Dès son premier roman, L’homme blanc (Le Quartanier, 2010), qu’elle a revu et corrigé pour une réédition sous le titre de Kolia (Gallimard, 2011), Perrine Leblanc a recueilli plusieurs prix prestigieux et s’est attaché un lectorat curieux de ses œuvres à venir. Voici Malabourg, du nom d’un village fictif de la Gaspésie qui suggère un bourg qui aurait mal. Mal qui se vérifie jusqu’à un certain point, celui d’une société éloignée, fermée sur elle-même, en deuil de trois jeunes filles assassinées. La première partie amorce une fresque dépeignant des personnages secrets, esseulés, marginaux, bref un espace propice à l’éclosion du crime.

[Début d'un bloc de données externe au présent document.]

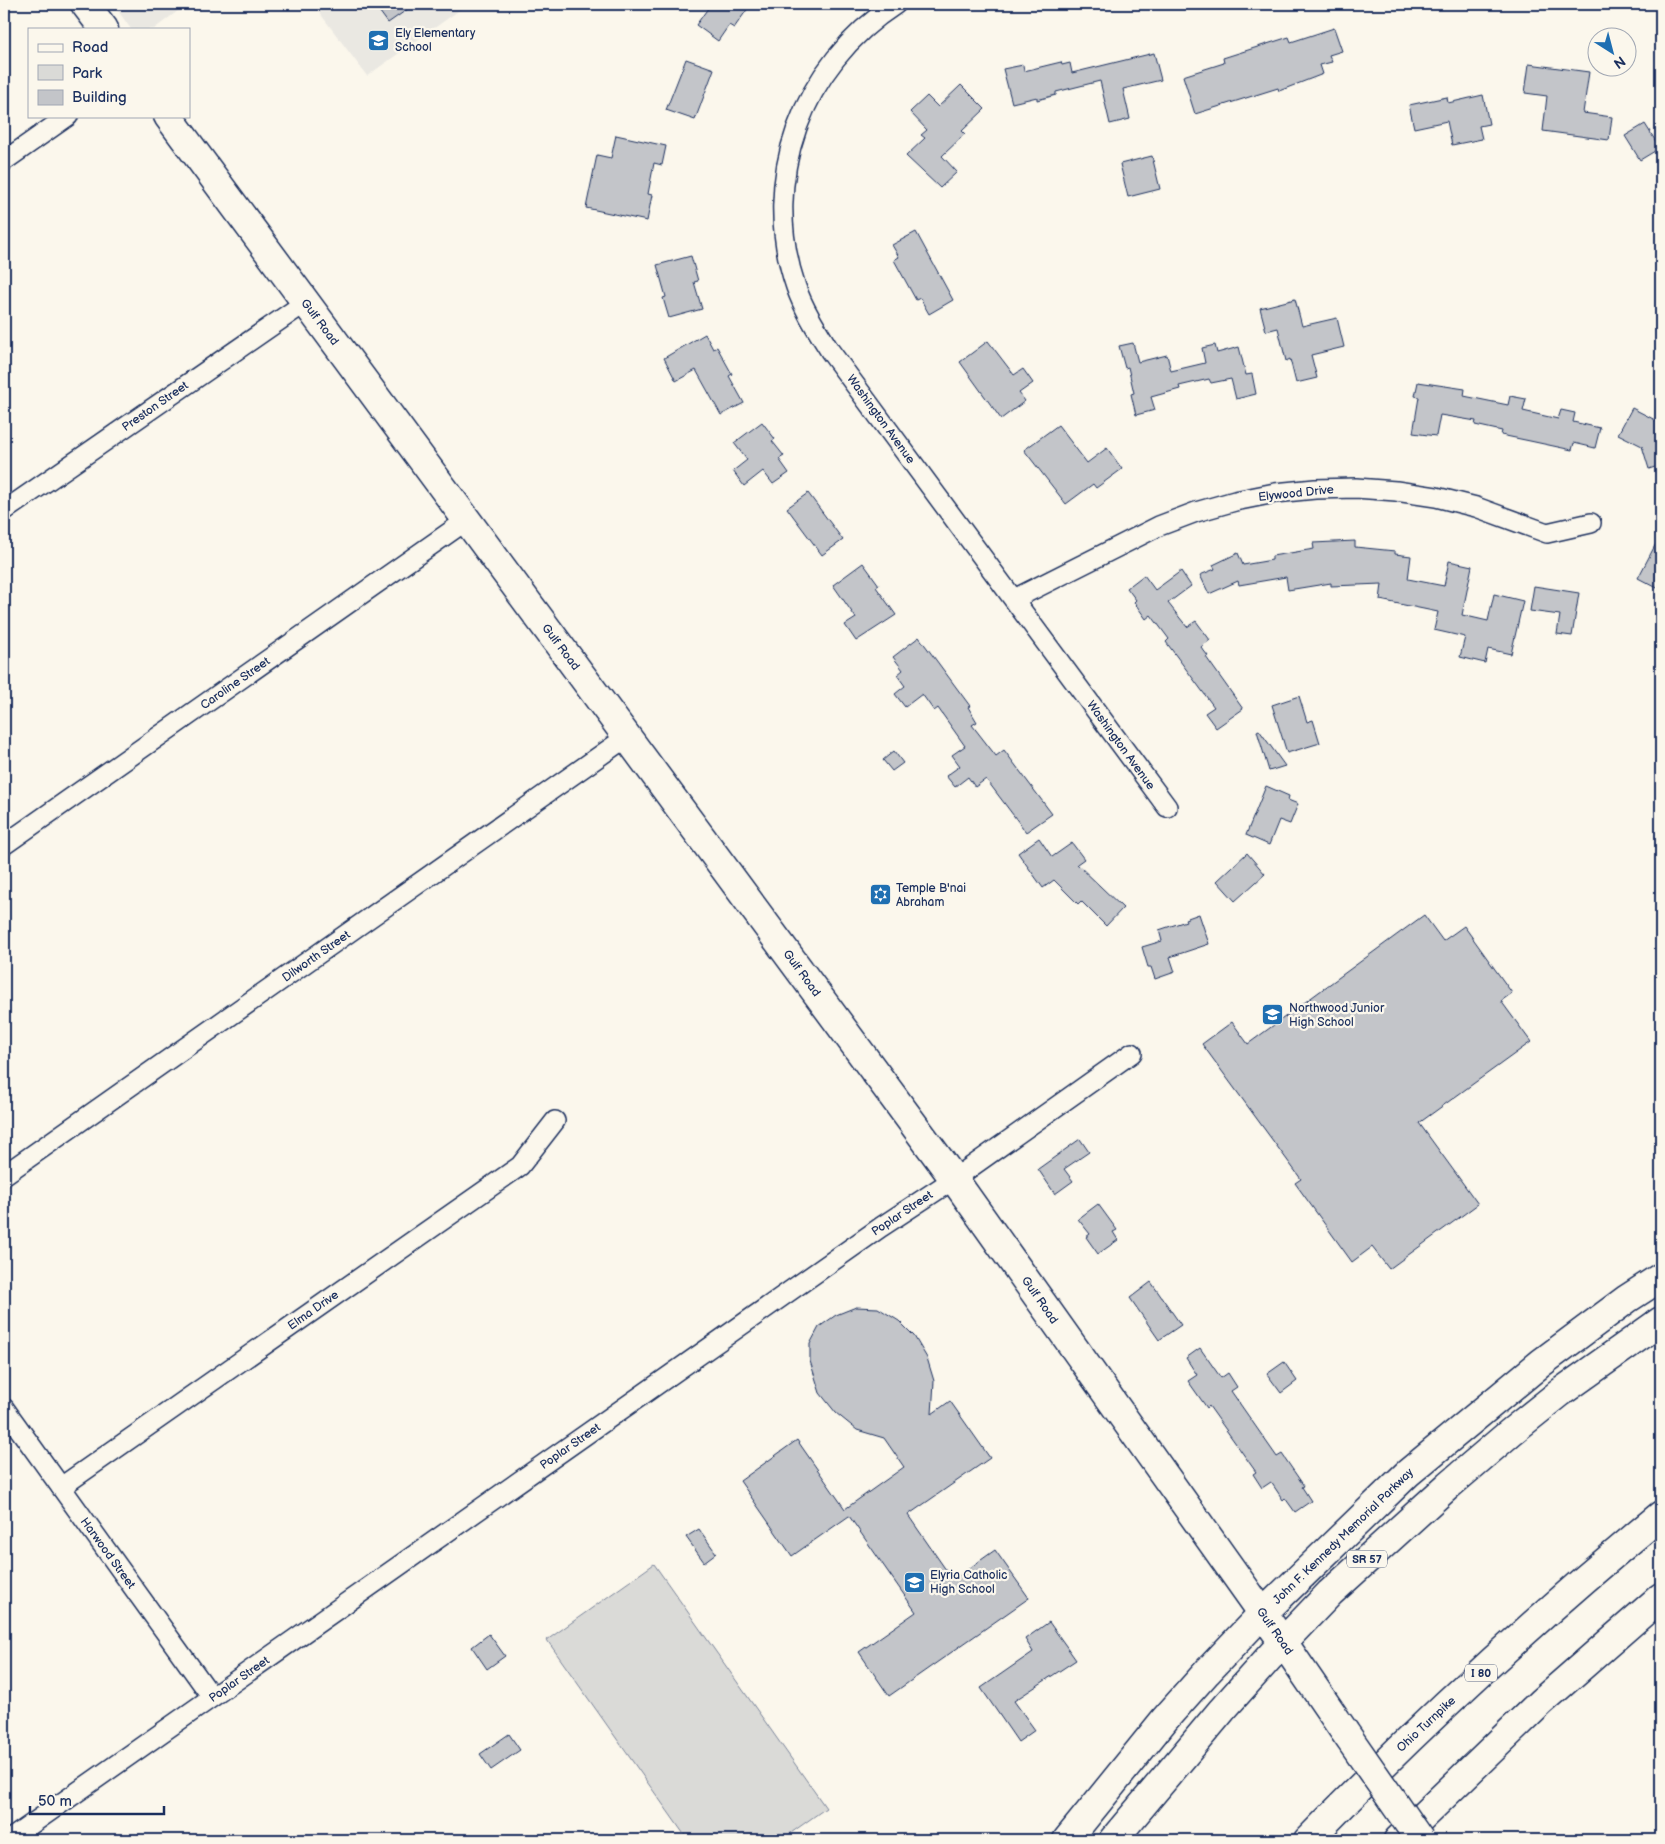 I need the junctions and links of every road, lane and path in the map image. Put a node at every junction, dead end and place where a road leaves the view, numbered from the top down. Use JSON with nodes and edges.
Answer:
{"nodes":[{"id":1,"x":85,"y":4,"type":"edge"},
{"id":2,"x":896,"y":4,"type":"edge"},
{"id":3,"x":103,"y":28,"type":"edge"},
{"id":4,"x":65,"y":118,"type":"edge"},
{"id":5,"x":169,"y":118,"type":"edge"},
{"id":6,"x":4,"y":162,"type":"edge"},
{"id":7,"x":306,"y":302,"type":"junction"},
{"id":8,"x":4,"y":511,"type":"edge"},
{"id":9,"x":467,"y":520,"type":"junction"},
{"id":10,"x":1591,"y":522,"type":"dead end"},
{"id":11,"x":1014,"y":599,"type":"junction"},
{"id":12,"x":628,"y":736,"type":"junction"},
{"id":13,"x":1167,"y":807,"type":"dead end"},
{"id":14,"x":4,"y":845,"type":"edge"},
{"id":15,"x":1132,"y":1053,"type":"dead end"},
{"id":16,"x":555,"y":1121,"type":"dead end"},
{"id":17,"x":4,"y":1175,"type":"edge"},
{"id":18,"x":954,"y":1178,"type":"junction"},
{"id":19,"x":1661,"y":1277,"type":"edge"},
{"id":20,"x":1661,"y":1320,"type":"edge"},
{"id":21,"x":4,"y":1408,"type":"edge"},
{"id":22,"x":61,"y":1487,"type":"junction"},
{"id":23,"x":1661,"y":1514,"type":"edge"},
{"id":24,"x":1661,"y":1597,"type":"edge"},
{"id":25,"x":1263,"y":1613,"type":"junction"},
{"id":26,"x":1283,"y":1642,"type":"junction"},
{"id":27,"x":212,"y":1698,"type":"junction"},
{"id":28,"x":9,"y":1840,"type":"edge"},
{"id":29,"x":1067,"y":1840,"type":"edge"},
{"id":30,"x":1114,"y":1840,"type":"edge"},
{"id":31,"x":1308,"y":1840,"type":"edge"},
{"id":32,"x":1398,"y":1840,"type":"edge"},
{"id":33,"x":1420,"y":1840,"type":"edge"}],
"edges":[{"from":1,"to":3,"type":"main road"},
{"from":2,"to":11,"type":"street","name":"Washington Avenue"},
{"from":4,"to":6,"type":"street"},
{"from":5,"to":7,"type":"main road","name":"Gulf Road"},
{"from":7,"to":8,"type":"street","name":"Preston Street"},
{"from":7,"to":9,"type":"main road","name":"Gulf Road"},
{"from":9,"to":12,"type":"main road","name":"Gulf Road"},
{"from":9,"to":14,"type":"street","name":"Caroline Street"},
{"from":10,"to":11,"type":"street","name":"Elywood Drive"},
{"from":11,"to":13,"type":"street","name":"Washington Avenue"},
{"from":12,"to":17,"type":"street","name":"Dilworth Street"},
{"from":12,"to":18,"type":"main road","name":"Gulf Road"},
{"from":15,"to":18,"type":"street","name":"Poplar Street"},
{"from":16,"to":22,"type":"street","name":"Elma Drive"},
{"from":18,"to":25,"type":"main road","name":"Gulf Road"},
{"from":18,"to":27,"type":"street","name":"Poplar Street"},
{"from":19,"to":25,"type":"main road","name":"John F. Kennedy Memorial Parkway","number":"SR 57"},
{"from":20,"to":26,"type":"main road","number":"SR 57"},
{"from":21,"to":22,"type":"street","name":"Harwood Street"},
{"from":22,"to":27,"type":"street","name":"Harwood Street"},
{"from":23,"to":31,"type":"main road","name":"Ohio Turnpike","number":"I 80"},
{"from":24,"to":32,"type":"main road"},
{"from":25,"to":26,"type":"main road","name":"Gulf Road"},
{"from":25,"to":29,"type":"main road","name":"John F. Kennedy Memorial Parkway","number":"SR 57"},
{"from":26,"to":30,"type":"main road","number":"SR 57"},
{"from":26,"to":33,"type":"main road","name":"Gulf Road","bridge":true},
{"from":27,"to":28,"type":"street","name":"Poplar Street"}]}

Une atmosphère de désolation, mais pas misérabiliste, parce que rendue par un narrateur au regard de poète, semble-t-il, plus sensible au pittoresque qu’inquiet, malgré les crimes crapuleux camouflés sous le couvert glacé du lac. Car la narration consacre une attention particulière aux odeurs, celles de la mer, des algues et du poisson comme on s’y attend dans un village gaspésien, mais surtout des fleurs que cultive Alexis, l’original, et des essences les plus variées qu’il mélange avec application pour créer des parfums associés à chacune des filles du village.

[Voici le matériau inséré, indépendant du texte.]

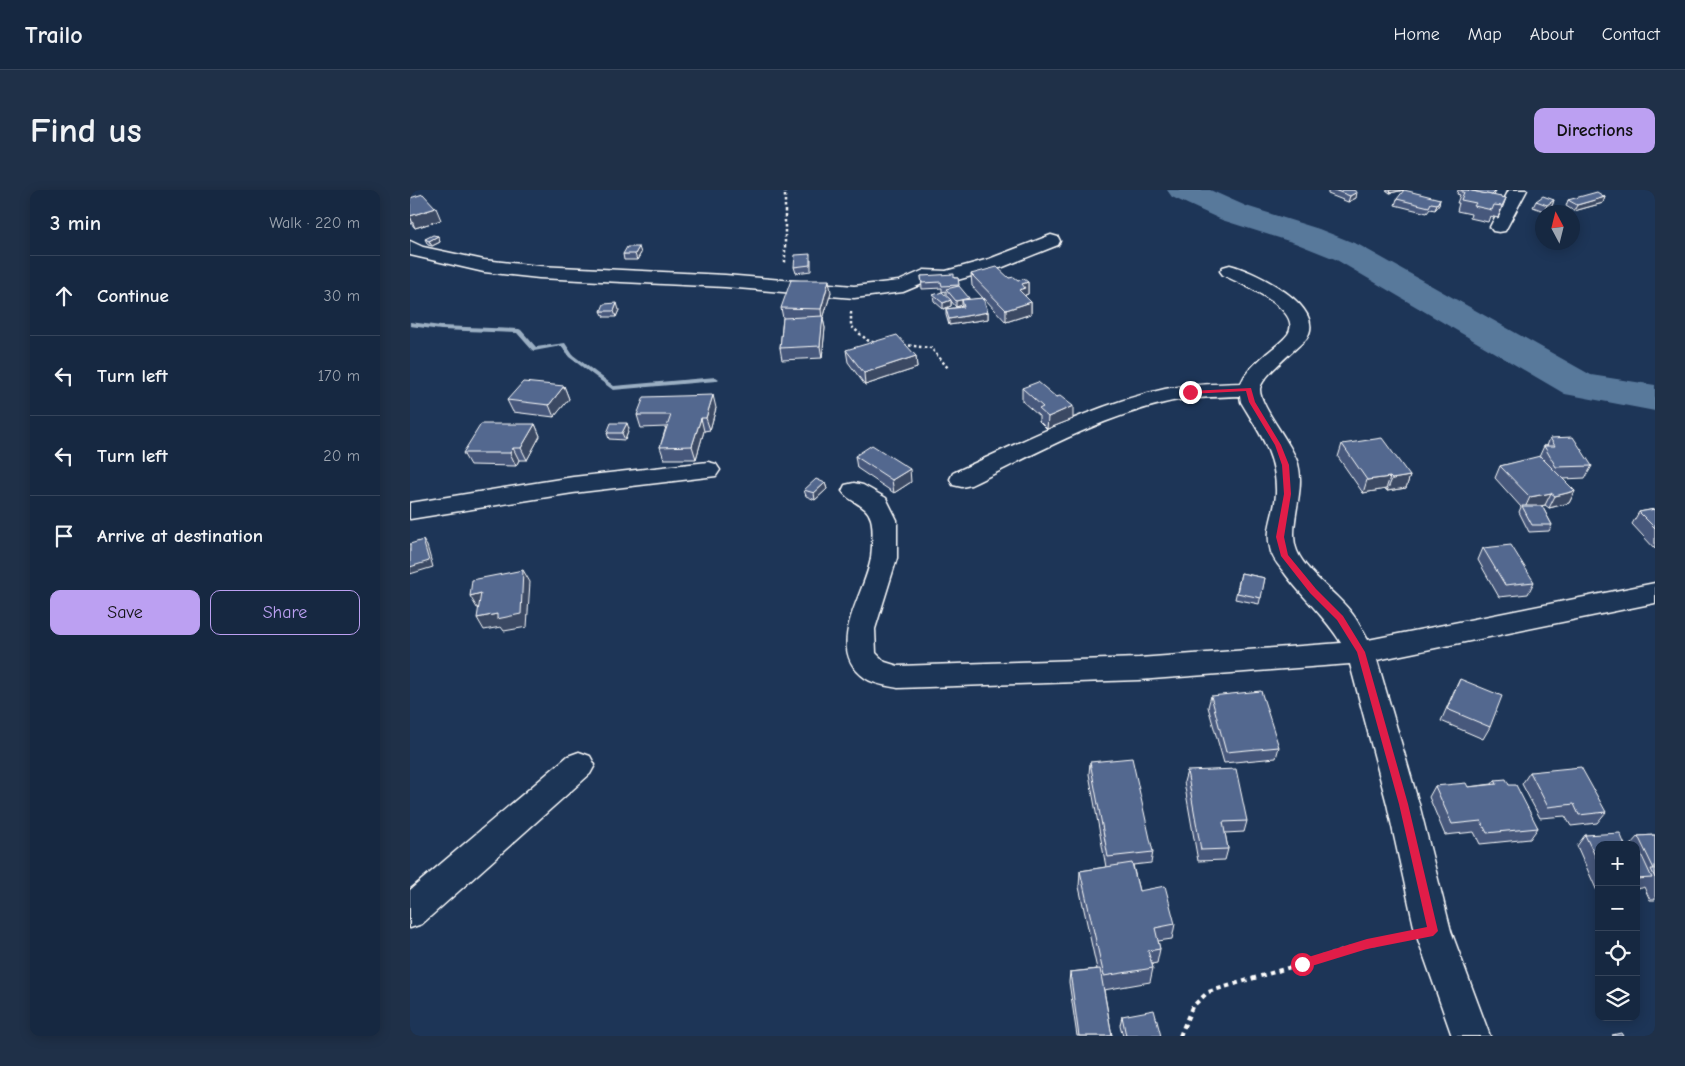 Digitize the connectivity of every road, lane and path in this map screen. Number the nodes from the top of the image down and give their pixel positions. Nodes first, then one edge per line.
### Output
1 (785, 190) edge
2 (1518, 190) edge
3 (1499, 227) dead end
4 (1051, 241) dead end
5 (410, 247) edge
6 (1230, 271) dead end
7 (785, 285) junction
8 (854, 292) junction
9 (882, 344) edge
10 (896, 345) edge
11 (948, 368) dead end
12 (1248, 389) junction
13 (708, 470) dead end
14 (962, 479) dead end
15 (854, 491) dead end
16 (410, 511) edge
17 (1655, 592) edge
18 (1361, 652) junction
19 (578, 765) dead end
20 (410, 912) edge
21 (1433, 931) junction
22 (1180, 1036) edge
23 (1471, 1036) edge

1 - 7 path
2 - 3 street
4 - 8 street
5 - 7 street
6 - 12 street
7 - 8 street
8 - 9 path
10 - 11 path
12 - 14 street
12 - 18 street
13 - 16 street
15 - 18 street
17 - 18 street
18 - 21 street
19 - 20 street
21 - 22 path
21 - 23 street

Le polar amorcé dans la première partie, avec la disparition de trois adolescentes, prend abruptement fin au début de la deuxième. Les crimes résolus, on change de genre et de focalisation pour adopter le regard de Mina, qui est plus avisée que ne le croient les Malabourgeois. Physiquement, elle se distingue du fait qu’elle est la seule à ne pas avoir hérité du gène qui leur dessine à tous un menton en galoche. Les saisons se succèdent de 2007 à 2009, la fresque du village s’élargit avec les soirées au bar Chez Madame Ka, les visites à la grand-mère chez qui Mina déplore « le ventre creux du frigidaire ». Puis ellipse de 2009 à 2011, et l’on se retrouve à Montréal où l’on assiste à la formation d’un couple qui transporte dans la métropole ce que Malabourg a de meilleur. C’est l’époque des manifestations des carrés rouges auxquelles se mêleront les deux Malabourgeois qui « forment ensemble un rocher au cœur des rapides ».
L’écriture de Perrine Leblanc séduit : par l’habileté à transmettre les sensations olfactives, la tendresse ou la stupidité des personnages selon le cas, par la fraîcheur des images. Un style si bien travaillé qu’il laisse une impression de grand naturel.